EXERCISE PROMPT: Among the entries that follow, how many lines contain the string "dead"? Write the number alone.

*** INFORMATION SHOWN ***

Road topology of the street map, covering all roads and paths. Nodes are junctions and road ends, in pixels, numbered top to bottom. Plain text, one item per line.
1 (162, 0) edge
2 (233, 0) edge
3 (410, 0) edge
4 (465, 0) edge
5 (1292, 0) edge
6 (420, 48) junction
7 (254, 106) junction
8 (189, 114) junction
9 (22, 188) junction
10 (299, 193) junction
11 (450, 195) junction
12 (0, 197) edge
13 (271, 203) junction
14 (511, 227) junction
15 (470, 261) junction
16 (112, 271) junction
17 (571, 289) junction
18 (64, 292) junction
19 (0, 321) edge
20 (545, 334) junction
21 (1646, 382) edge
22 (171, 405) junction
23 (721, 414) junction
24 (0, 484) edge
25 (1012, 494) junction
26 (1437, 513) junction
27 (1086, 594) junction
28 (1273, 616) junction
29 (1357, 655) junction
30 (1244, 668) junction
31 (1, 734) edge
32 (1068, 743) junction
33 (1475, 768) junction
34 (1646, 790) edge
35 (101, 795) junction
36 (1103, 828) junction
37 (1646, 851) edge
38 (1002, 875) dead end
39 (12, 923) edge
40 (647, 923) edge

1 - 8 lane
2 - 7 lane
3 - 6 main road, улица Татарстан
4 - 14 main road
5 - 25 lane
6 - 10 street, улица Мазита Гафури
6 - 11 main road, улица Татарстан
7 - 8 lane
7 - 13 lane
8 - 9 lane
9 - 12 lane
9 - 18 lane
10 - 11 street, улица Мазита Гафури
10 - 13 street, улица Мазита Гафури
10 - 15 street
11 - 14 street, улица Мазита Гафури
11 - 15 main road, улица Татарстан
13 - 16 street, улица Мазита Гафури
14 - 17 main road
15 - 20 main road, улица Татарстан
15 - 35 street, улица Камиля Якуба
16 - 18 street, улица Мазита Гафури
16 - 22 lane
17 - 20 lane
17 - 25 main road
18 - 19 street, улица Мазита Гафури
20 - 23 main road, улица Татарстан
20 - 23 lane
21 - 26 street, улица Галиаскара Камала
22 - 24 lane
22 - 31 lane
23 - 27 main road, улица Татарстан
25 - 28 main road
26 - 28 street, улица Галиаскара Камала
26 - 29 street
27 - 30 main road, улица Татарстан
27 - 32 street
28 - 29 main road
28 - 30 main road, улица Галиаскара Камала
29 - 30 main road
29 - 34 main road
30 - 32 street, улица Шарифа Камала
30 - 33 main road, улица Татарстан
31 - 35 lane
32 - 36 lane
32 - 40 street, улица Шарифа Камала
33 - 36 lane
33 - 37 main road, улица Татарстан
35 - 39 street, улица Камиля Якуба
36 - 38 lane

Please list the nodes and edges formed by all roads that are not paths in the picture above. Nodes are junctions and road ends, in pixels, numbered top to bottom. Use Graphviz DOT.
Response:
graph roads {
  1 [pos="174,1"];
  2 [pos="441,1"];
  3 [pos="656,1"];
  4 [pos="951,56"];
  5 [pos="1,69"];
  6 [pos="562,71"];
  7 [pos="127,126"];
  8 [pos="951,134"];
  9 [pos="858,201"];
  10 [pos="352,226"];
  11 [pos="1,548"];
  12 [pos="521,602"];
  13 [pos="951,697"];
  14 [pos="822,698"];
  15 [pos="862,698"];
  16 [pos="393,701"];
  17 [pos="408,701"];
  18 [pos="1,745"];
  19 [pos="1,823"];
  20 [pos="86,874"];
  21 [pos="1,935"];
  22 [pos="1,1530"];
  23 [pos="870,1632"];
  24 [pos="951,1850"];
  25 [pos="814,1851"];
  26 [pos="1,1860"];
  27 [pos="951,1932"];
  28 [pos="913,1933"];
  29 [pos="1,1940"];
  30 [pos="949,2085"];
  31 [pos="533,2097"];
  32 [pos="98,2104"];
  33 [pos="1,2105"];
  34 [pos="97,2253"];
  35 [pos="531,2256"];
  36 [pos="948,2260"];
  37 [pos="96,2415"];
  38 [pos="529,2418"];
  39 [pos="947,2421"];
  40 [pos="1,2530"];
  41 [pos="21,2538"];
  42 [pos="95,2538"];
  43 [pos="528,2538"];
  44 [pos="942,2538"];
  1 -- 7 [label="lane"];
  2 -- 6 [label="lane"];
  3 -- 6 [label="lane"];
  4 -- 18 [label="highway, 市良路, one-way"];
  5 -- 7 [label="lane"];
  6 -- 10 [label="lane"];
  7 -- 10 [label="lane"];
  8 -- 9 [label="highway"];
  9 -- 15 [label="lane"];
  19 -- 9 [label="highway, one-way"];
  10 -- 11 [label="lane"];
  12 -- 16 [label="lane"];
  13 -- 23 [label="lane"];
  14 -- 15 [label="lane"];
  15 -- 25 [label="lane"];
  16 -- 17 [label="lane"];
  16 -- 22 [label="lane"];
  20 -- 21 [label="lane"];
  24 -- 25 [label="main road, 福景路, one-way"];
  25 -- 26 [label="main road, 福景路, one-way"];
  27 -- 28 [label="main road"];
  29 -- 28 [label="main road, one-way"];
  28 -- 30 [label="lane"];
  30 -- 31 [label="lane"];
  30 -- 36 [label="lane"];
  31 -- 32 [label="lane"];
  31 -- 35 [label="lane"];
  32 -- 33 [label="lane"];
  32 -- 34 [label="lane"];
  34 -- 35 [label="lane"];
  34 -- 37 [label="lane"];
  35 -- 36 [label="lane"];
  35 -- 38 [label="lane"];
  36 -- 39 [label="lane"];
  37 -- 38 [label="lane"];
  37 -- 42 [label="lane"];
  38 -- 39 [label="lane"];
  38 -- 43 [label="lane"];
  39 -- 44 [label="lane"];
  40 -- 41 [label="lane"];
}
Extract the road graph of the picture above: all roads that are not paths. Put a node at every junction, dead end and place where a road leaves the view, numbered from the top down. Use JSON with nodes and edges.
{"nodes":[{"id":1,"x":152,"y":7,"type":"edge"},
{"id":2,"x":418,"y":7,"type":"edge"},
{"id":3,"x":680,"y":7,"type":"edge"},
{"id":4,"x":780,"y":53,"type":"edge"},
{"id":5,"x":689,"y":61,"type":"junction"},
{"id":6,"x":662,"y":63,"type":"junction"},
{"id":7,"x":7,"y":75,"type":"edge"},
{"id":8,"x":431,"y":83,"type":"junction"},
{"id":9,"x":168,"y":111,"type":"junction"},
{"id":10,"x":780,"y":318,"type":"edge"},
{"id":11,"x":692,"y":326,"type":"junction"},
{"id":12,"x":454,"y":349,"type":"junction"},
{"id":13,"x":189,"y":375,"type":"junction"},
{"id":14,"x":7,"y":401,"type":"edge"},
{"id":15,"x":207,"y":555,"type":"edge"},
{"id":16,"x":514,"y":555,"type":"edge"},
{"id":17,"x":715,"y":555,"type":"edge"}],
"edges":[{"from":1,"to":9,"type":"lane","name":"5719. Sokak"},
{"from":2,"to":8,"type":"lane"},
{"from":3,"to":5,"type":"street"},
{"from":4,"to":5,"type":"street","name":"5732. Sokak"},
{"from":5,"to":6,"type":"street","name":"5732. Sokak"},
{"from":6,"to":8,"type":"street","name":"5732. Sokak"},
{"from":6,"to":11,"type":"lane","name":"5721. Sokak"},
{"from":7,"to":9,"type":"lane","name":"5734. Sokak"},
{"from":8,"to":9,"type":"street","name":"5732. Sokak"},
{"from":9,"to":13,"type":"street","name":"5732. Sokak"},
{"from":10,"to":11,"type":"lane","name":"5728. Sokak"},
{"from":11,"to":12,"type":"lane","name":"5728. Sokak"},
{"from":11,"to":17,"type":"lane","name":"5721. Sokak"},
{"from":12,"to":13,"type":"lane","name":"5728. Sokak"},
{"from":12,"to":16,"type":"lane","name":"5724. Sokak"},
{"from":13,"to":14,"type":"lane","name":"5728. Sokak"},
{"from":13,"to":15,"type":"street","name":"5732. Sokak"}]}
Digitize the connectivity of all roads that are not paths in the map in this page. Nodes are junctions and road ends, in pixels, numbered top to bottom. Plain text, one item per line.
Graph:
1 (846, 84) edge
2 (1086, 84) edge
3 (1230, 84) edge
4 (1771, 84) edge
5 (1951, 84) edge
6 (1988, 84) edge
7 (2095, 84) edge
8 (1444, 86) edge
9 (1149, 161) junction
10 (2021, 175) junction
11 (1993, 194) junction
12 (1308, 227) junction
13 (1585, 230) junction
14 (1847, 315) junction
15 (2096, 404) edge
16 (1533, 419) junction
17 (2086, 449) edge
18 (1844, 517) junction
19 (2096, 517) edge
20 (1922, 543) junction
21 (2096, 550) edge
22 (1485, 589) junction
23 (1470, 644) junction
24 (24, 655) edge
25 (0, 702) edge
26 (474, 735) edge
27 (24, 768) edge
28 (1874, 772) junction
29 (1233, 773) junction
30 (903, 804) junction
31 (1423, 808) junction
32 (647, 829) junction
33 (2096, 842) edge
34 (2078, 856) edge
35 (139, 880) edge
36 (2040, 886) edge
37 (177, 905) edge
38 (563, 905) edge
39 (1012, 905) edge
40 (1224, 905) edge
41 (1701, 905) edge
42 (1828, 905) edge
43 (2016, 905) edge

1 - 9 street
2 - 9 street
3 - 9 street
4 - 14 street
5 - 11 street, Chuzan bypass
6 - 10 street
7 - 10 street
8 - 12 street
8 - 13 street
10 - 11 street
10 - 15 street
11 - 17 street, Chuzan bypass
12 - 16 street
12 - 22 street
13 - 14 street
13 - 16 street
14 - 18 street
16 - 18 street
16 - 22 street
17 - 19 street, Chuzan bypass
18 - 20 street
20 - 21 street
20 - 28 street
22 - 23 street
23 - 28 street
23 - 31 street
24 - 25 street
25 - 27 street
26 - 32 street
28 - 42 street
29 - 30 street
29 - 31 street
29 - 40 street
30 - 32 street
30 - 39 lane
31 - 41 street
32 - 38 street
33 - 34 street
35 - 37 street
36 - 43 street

*** End of INFORMATION SHOWN ***

ANSWER TO THIS PROBLEM: 2